I placed another screw, and Casey kept me on belay as I ran the length of the 60s all the way out and retrieved the screw down below. Back up the hill I went, wasting energy in the deep snow on the way. As I cruised up the easy ice and snow, it occurred to me that it was awfully sunny and nice out up here. Lots of sun was firin' down on those big pretty white slopes out of sight above the route. As we had progressed up Moonage, the snow seemed to get deeper and deeper - I could only assume it continued in such a manner above. As I approached the base of the long final pitch, I stayed pretty far to the right...didn't think it would make much difference if a slide came down, but it made me feel better. I sunk my tools, placed a couple/three screws, and strung the cordelette for the anchor. I'm not sure if I had called off belay or not yet when I heard the deep rumbling from above.
I instantly knew what it was, and my head whipped up in time to catch those little chunks that precede a slide pop into view over the lip. Without thinking, I grabbed both tools and tucked myself into the ice, not really knowing what to do beyond that. The snow hit immediately, roaring past my body with quite a bit of force, filling up every gap it could find in my clothing and coating me in white. I waited for it to increase in strength, or for a rock or log to hit me, knocking me off my tools for sure. That never came.
As soon as I was clear of it, I yelled to Casey that I was okay. He responded in kind, so I quickly brought him up so we could get the hell off the route. I think our relative position to the center of the slide is what kept us alive - I'm no expert, but my guess is the majority of the energy is towards the center, where I'm guessing most of the snow/debris gathers. Whatever the reason, we felt lucky and foolish, and Casey took over in a side-o-the-route hugging manner as well, bringing me up to safety at the tree belay. We quickly gathered gear and headed up and away from the route, mindful of the dangerous conditions above.
As we climbed, we could see the large exposed granite slab that was home to the source of the slide, and the path it took as it careened down the hill towards us. Vitaliy and Hamik's footprints were visible, entering the avalanche gouge on one side, and thankfully exiting on the other side. Those two were long gone and up on the Watchtower summit when it broke loose, they didn't even know it happened until we told them later. We made our way towards the summit, yelling "Nek Minnit" in case they were still around and hadn't gone back to camp.
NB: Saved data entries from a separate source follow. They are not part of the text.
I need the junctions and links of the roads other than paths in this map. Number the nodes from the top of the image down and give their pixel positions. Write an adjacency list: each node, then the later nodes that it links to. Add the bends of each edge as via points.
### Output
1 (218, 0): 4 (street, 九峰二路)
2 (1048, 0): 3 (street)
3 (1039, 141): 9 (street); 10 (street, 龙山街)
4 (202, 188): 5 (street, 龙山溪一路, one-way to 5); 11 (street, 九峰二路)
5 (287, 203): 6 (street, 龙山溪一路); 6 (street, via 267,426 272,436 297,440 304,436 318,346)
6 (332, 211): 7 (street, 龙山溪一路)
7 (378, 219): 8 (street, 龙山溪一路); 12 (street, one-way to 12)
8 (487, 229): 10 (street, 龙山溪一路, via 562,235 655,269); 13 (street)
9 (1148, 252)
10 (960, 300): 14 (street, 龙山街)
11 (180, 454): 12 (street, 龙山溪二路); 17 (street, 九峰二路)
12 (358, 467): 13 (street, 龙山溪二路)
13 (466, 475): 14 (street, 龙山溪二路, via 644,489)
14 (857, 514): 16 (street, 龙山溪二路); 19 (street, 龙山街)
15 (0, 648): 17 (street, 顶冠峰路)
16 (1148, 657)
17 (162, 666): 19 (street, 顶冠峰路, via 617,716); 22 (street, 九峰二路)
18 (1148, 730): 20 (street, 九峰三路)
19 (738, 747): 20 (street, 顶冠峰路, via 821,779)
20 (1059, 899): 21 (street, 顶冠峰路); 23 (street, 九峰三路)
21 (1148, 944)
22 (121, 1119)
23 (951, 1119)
Vitaliy emerged from the ridge heading to the summit, and he and Hamik came back down a bit to where they had stashed their gear. We compared stories and filled them in on the rest of our climb, and we all thanked our lucky chodes neither team got caught in a bad way. Even though we lived, I almost wished I hadn't, knowing the shame that lies ahead when Chief finds out and calls up his old climbing buddy to yuk it up on the phone-device. Shet.
We spent a good portion of the walk back discussing how to be safer in the future concerning climbing a similar route after a couple days of snow. I think we spent the rest of the time making fun of other forum members. It was a good balance.
Couple/three idiots on the way back (Vitaliy)
gittem Hamik (Vitaliy)
On the way back down to the parking lot at Wolverton, the lighting and views were amazing. Sequoia never disappoints with the scenery, and the sunset over the cloud layer was something else. Just when we thought it couldn't get any better, this eagle flew out of nowhere, screaming across the horizon. What an end to a glorious day, yes?!
Alois, thank you for the kind words. All kidding aside, we're enjoying nature at its best, and trying to improve our technique and safety every time we go out - learned a lot this trip. Vitaliy has really advanced his climbing in the recent past - I believe he is on the nose right now.